One semi-reliably quiet time at the moment seems to be the very early morning. Getting your workout in while it is still dark out can be a challenge, but also very rewarding. The lack of distraction on that cursed mobile phone we all have will do you the world of good. And, at least for me, starting the day at the Gym really feels like I’ve achieved something before the rest of the world is awake.
If you like structure and minimal wait time between equipment use, then starting the day at the Gym can be a real boon. But as we covered earlier, if your biological clock isn’t ringing until 11:30am, this might not be the one for you.
Closing Thoughts: On Convenience, and whether to be Consistent or Consistently Inconsistent?
Convenience is a double-edged sword, as you might’ve reflected as you read my thoughts on this matter. Any time that might work well for you, might work well for other people.
As such, it becomes important to understand who you are sharing a Gym or Fitness Club environment with. If 40% of the membership is there at 6am everyday, then perhaps it is time to consider going after work.

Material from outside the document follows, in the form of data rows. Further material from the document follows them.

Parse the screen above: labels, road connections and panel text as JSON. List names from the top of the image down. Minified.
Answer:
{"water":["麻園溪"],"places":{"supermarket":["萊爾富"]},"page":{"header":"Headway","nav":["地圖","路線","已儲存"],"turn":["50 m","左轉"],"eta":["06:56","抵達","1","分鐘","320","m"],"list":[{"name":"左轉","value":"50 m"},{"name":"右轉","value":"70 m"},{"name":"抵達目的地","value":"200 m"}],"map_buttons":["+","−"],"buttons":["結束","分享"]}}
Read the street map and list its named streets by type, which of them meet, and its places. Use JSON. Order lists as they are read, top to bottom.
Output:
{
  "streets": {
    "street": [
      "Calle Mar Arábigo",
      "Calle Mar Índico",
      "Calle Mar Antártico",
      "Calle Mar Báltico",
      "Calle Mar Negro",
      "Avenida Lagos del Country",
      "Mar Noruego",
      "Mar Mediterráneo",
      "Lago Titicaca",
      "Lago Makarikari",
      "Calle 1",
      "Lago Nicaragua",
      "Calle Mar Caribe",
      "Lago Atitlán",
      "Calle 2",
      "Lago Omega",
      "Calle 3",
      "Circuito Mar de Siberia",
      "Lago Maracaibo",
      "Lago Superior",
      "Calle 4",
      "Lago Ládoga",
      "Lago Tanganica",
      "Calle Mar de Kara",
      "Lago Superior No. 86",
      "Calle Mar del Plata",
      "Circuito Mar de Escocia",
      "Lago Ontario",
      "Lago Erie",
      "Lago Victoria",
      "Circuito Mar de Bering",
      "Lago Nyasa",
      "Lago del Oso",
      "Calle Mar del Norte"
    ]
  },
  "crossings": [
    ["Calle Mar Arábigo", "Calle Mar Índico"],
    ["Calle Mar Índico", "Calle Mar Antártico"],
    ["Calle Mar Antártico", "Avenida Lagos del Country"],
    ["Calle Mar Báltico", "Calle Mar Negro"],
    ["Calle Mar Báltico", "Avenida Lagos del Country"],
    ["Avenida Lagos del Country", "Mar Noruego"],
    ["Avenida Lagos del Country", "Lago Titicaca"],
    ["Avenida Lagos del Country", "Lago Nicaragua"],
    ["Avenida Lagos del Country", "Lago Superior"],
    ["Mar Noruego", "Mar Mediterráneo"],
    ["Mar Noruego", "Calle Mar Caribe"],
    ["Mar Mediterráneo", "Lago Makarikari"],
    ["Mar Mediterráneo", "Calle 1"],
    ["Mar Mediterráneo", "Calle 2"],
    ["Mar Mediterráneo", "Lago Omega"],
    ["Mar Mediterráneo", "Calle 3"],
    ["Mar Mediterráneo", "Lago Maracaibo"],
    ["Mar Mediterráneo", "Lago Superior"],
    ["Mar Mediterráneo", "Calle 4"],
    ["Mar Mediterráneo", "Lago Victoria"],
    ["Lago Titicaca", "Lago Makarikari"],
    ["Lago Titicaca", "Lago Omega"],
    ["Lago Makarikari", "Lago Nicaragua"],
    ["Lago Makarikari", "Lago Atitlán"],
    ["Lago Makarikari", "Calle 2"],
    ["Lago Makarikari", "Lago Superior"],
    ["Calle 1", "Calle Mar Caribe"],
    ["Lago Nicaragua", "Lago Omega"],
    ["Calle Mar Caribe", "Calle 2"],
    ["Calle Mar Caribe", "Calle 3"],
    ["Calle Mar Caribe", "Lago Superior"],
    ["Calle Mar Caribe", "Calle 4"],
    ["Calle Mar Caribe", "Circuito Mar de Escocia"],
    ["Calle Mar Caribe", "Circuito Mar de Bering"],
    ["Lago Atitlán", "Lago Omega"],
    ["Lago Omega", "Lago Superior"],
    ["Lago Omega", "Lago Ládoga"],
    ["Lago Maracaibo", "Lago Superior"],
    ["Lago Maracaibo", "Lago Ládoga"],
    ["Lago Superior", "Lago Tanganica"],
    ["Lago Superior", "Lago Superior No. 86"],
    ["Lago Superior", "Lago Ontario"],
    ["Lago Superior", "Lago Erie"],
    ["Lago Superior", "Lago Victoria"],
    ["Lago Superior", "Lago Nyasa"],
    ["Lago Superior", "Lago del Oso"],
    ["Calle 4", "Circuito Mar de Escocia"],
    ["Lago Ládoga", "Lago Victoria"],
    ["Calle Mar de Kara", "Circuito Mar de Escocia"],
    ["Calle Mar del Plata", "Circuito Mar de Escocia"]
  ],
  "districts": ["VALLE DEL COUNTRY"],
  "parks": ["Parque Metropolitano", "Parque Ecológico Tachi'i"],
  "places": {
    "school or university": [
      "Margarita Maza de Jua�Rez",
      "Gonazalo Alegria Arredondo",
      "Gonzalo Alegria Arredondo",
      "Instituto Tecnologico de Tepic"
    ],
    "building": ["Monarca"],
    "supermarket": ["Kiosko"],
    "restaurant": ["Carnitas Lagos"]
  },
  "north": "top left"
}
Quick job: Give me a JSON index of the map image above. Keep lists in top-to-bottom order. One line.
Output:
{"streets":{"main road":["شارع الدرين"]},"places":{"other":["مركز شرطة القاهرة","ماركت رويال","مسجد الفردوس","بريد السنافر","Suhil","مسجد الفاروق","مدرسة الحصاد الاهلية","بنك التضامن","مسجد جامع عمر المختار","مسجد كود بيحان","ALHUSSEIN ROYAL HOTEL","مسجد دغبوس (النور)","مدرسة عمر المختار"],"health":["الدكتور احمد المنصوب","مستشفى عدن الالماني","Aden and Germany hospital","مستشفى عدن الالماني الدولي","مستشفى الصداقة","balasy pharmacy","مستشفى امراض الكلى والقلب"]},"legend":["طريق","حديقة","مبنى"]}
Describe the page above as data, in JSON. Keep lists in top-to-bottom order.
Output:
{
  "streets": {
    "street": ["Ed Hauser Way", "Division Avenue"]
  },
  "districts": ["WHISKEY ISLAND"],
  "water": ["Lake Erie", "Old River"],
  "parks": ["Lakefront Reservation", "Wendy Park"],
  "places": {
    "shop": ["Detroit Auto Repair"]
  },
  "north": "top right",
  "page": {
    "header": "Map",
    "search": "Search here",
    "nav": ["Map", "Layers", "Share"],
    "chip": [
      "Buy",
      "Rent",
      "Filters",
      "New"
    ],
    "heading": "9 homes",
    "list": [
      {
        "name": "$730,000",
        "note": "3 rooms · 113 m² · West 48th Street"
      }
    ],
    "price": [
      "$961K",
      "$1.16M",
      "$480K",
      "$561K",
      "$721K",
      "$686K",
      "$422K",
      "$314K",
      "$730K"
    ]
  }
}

And equally, as I’ve implied throughout this article, there is nothing saying you have to go at set times of the day. In his autobiography, Total Recall, Arnold Schwarzenegger talks about how he felt he got the most gain when he started training at two separate times of the day. And that seems to have worked well enough for him!
Jokes aside, the best time to visit the Gym will ultimately be the time that works for you. It sounds like a cop out, but it is the truth. Personally, I am someone who thrives when I am doing workouts at irregular times, depending on the day. Before lockdown I’d only ever be found in the Gym immediately after work on a Friday, because I knew it would be dead.
This sort of agile approach can allow you to access the great slots without locking yourself into bad slots. But it isn’t for everyone. I hope you can make the right decision for you, and I hope my thoughts have helped.